Re-create and analyze primary code from the textbook. Provide citation to text book, using a standard citation syntax like APA or MLA.
library(tidytext)
## Warning: package 'tidytext' was built under R version 4.1.3
library(dplyr)
##
## Attaching package: 'dplyr'
## The following objects are masked from 'package:stats':
##
## filter, lag
## The following objects are masked from 'package:base':
##
## intersect, setdiff, setequal, union
The tidytext package provides access to several sentiment lexicons. The three general purpose lexions that are based on unigrams, i.e., single words are: 1. AFINN - lexicon assigns words with a score that runs between -5 and 5, with negative scores indicating negative sentiment and positive scores indicating positive sentiment. 2. nrc - lexicon categorizes words in a binary fashion (“yes”/“no”) into categories of positive, negative. 3. bing - lexicon categorizes words in a binary fashion into positive and negative categories.
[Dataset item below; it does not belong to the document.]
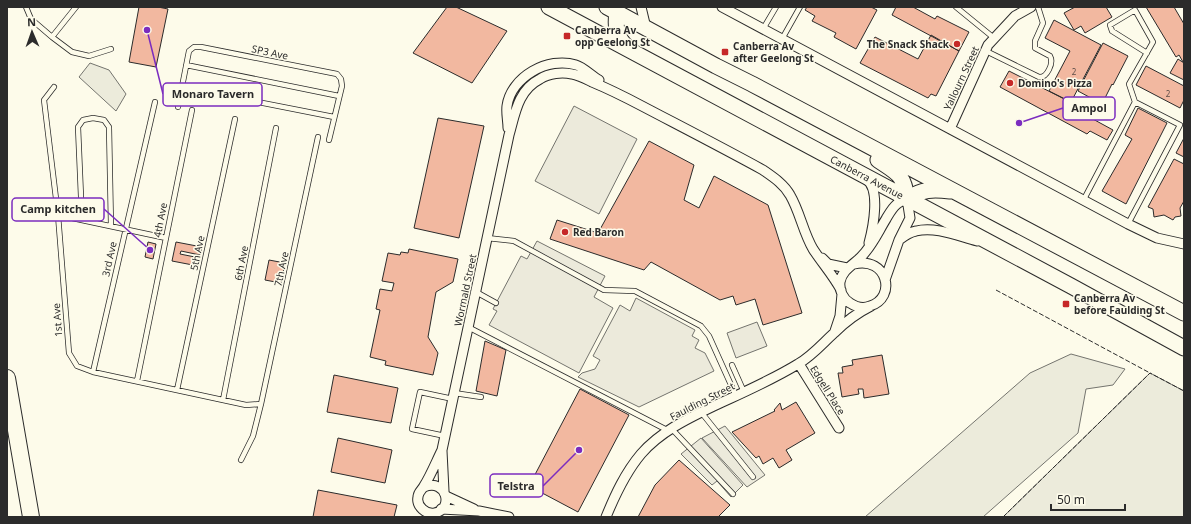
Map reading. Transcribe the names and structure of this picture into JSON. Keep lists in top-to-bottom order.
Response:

The function get_sentiments() allows us to get specific sentiment lexicons with the appropriate measures for each one.
get_sentiments("afinn")
## # A tibble: 2,477 x 2
## word value
## <chr> <dbl>
## 1 abandon -2
## 2 abandoned -2
## 3 abandons -2
## 4 abducted -2
## 5 abduction -2
## 6 abductions -2
## 7 abhor -3
## 8 abhorred -3
## 9 abhorrent -3
## 10 abhors -3
## # ... with 2,467 more rows
get_sentiments("bing")
## # A tibble: 6,786 x 2
## word sentiment
## <chr> <chr>
## 1 2-faces negative
## 2 abnormal negative
## 3 abolish negative
## 4 abominable negative
## 5 abominably negative
## 6 abominate negative
## 7 abomination negative
## 8 abort negative
## 9 aborted negative
## 10 aborts negative
## # ... with 6,776 more rows
get_sentiments("nrc")
## # A tibble: 13,875 x 2
## word sentiment
## <chr> <chr>
## 1 abacus trust
## 2 abandon fear
## 3 abandon negative
## 4 abandon sadness
## 5 abandoned anger
## 6 abandoned fear
## 7 abandoned negative
## 8 abandoned sadness
## 9 abandonment anger
## 10 abandonment fear
## # ... with 13,865 more rows
library(janeaustenr)
## Warning: package 'janeaustenr' was built under R version 4.1.3
austen_books()
## # A tibble: 73,422 x 2
## text book
## * <chr> <fct>
## 1 "SENSE AND SENSIBILITY" Sense & Sensibility
## 2 "" Sense & Sensibility
## 3 "by Jane Austen" Sense & Sensibility
## 4 "" Sense & Sensibility
## 5 "(1811)" Sense & Sensibility
## 6 "" Sense & Sensibility
## 7 "" Sense & Sensibility
## 8 "" Sense & Sensibility
## 9 "" Sense & Sensibility
## 10 "CHAPTER 1" Sense & Sensibility
## # ... with 73,412 more rows
library(janeaustenr)
library(dplyr)
library(stringr)
## Warning: package 'stringr' was built under R version 4.1.2
tidy_books <- austen_books() %>%
group_by(book) %>%
mutate(
linenumber = row_number(),
chapter = cumsum(str_detect(text,
regex("^chapter [\\divxlc]",
ignore_case = TRUE)))) %>% ungroup() %>%
unnest_tokens(word, text)
We chose the name ‘word’ for the output column from unnest_tokens() function, because the sentiment lexicons and stop word datasets have columns named word; performing inner joins and anti-joins is thus easier.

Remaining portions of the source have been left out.